Fantasy Canyon is crowded with intricate and peculiar stone figures that are a unique expression of rock weathering and erosion. Covering only a few acres, this miniature canyon can be viewed up-close on a short 0.6-mile loop trail.
The sandstone layer in which the pinnacles, pillars, arches, and knobs of Fantasy Canyon are formed consists of ancient river channel sediments. The underlying and overlying rock layers sandwiching the sandstone layer, and creating scenic badland topography around the canyon, are finer grained floodplain deposits.
During the Eocene Epoch, 55 to 34 million years ago, the Fantasy Canyon area was at the fringe of a vast subtropical lake – Lake Uinta – that at peak level stretched from the Wasatch Plateau to western Colorado. The lake was in a drying phase and retreating westward by the end of the Eocene.
Rivers en route to the dwindling lake deposited sand, silt, and clay shed from nearby mountains. Once buried, these sediments eventually solidified into layers of sandstone, mudstone, and claystone. Collectively these rocks are a part of the Uinta Formation that spans extensive areas of the Uinta Basin and nearby Colorado.
Differences in the rate of weathering and erosion between dissimilar rock types ultimately shaped Fantasy Canyon. The mudstone and claystone have been stripped away by water and wind, leaving the slightly more durable sandstone to be carved into bizarre, melted wax-like forms.
Although the sandstone is more resistant to erosion relative to adjacent rocks, it is in fact extremely fragile. The sandstone is fine grained, porous, soft, poorly cemented, brittle, and crumbly. When touched, grains of sand dislodge from the rock surface.

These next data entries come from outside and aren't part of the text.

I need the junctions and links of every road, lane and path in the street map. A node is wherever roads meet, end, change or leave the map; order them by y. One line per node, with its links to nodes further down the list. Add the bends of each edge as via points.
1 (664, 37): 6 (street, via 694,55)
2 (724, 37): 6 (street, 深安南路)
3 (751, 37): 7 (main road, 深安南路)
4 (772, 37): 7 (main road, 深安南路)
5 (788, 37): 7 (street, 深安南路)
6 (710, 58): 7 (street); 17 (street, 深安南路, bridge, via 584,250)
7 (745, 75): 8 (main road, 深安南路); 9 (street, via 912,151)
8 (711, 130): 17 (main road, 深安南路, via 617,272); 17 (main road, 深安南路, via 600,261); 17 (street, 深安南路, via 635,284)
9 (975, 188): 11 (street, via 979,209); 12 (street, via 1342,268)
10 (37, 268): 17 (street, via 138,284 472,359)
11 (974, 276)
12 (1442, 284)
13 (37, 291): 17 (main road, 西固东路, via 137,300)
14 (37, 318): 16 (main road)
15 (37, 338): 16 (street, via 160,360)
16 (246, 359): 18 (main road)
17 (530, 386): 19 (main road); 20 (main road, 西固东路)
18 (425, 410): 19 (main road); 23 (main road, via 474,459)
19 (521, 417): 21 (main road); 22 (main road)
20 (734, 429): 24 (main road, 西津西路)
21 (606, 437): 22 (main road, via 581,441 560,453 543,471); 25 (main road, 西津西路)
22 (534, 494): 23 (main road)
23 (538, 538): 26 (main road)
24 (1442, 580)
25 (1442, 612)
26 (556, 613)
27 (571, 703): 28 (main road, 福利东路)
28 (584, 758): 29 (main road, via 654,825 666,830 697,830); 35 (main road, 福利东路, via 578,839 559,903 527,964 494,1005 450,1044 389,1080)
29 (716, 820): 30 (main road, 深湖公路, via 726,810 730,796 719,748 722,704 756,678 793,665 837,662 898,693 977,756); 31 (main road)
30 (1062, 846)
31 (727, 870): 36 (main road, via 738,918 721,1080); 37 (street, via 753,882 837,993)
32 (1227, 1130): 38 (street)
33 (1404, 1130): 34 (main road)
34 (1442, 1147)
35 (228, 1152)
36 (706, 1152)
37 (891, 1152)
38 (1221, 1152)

This delicacy was underscored in September 2006 when “Teapot,” the centerpiece of Fantasy Canyon and the site’s most recognized and photographed stone figure, toppled from its base and shattered at the bottom of the canyon floor. The cause of Teapot’s fall remains a mystery.
How to get there:
The Bureau of Land Management (BLM) administers Fantasy Canyon. We highly recommend visiting the Vernal BLM Field Office at 170 South 500 East, in Vernal (phone: 435-781-4400) for directions, maps, and other information.
From Vernal take U.S. Route 40 until it curves southeast and then turn right (south) on Utah State Route 45. After crossing the Green River, travel about 13 miles, then turn right onto Glen Bench Road. The BLM signs for Fantasy Canyon begin here.

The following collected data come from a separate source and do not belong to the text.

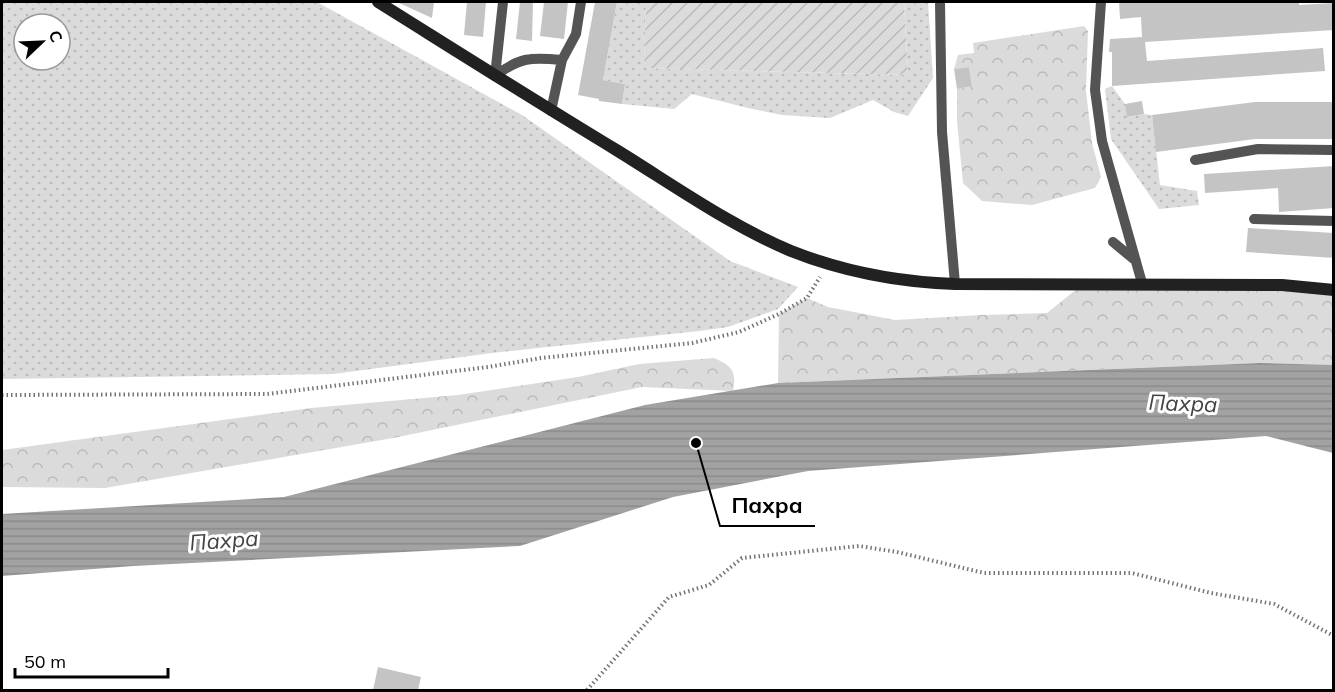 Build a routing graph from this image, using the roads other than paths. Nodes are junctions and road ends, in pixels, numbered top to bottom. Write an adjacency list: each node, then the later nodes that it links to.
1 (378, 2): 7 (main road)
2 (503, 2): 7 (lane)
3 (581, 2): 6 (lane)
4 (940, 2): 15 (lane)
5 (1101, 2): 14 (lane)
6 (562, 60): 7 (lane); 8 (lane)
7 (495, 76): 8 (main road)
8 (551, 111): 15 (main road)
9 (1334, 150): 10 (lane)
10 (1195, 160)
11 (1254, 219): 12 (lane)
12 (1334, 221)
13 (1113, 242): 14 (lane)
14 (1136, 262): 16 (lane)
15 (955, 284): 16 (main road)
16 (1142, 284): 17 (main road)
17 (1334, 290)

Following these signs is the best way to prevent getting lost because this area is a confusing labyrinth of oil company service roads.

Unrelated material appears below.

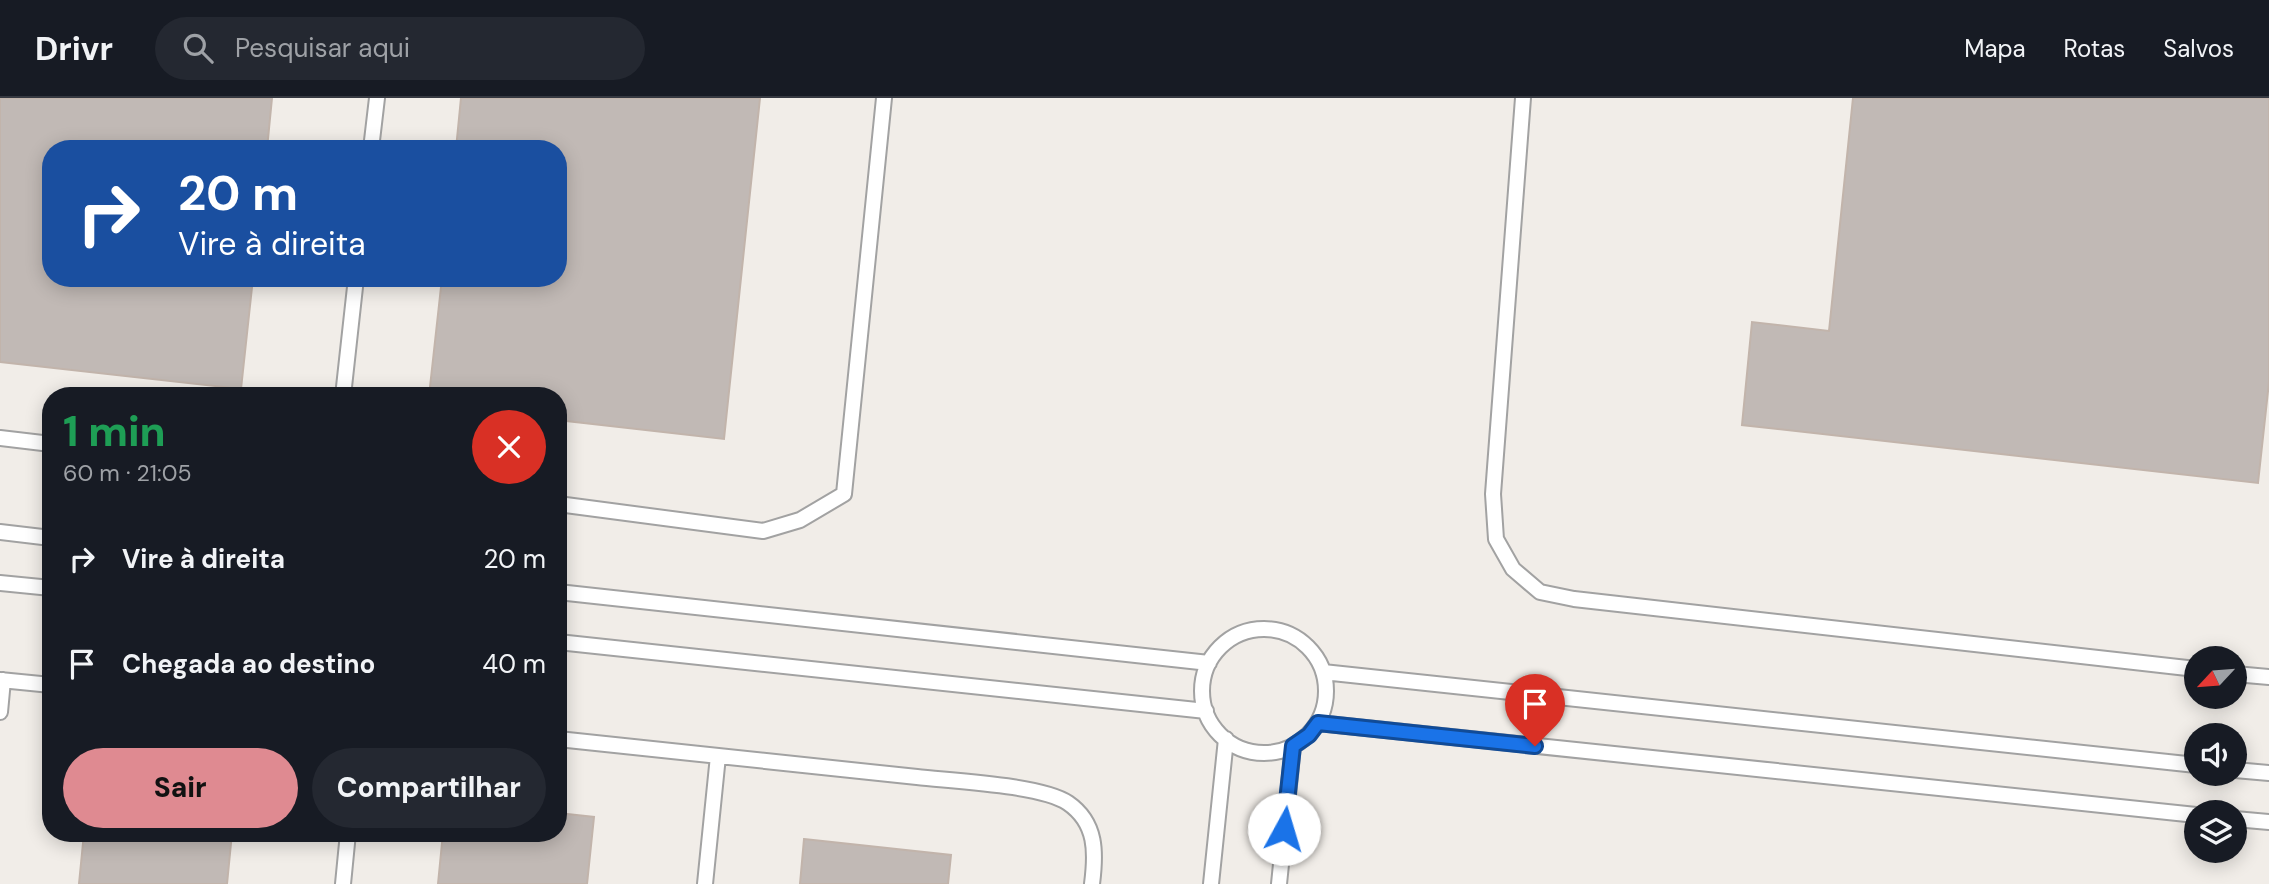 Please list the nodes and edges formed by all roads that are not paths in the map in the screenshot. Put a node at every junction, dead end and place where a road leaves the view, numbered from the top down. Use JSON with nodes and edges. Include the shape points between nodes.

Once on Glen Bench Road drive 0.3 miles and veer left, staying on the paved road. After about 13 miles take a left (southeast) onto an unpaved road (Watson Road – the road is unpaved in this direction and paved on the opposite, northwest side of the intersection).
Go 2.4 miles and veer right, then 0.9 miles and take another right, then 0.5 miles – crossing Red Wash on the way – and turn left, and then after 0.6 miles take a right turn for the final tenth of a mile.
Avoid going in rainy weather or if the dirt roads are wet because they are very slick, potholed, and cross washes. Also, this is a gas field buzzing with a high volume of truck traffic and the road is fairly rough, so please drive cautiously.
The BLM alerts visitors to the presence of pygmy rattlesnakes, and in the summer season the canyon is hot and buggy.
Red Wash SW 7.5’ topographic map, Vernal 30’x 60’ topographic map (BLM 2006 edition labels Fantasy Canyon, USGS 1980 edition does not label Fantasy Canyon).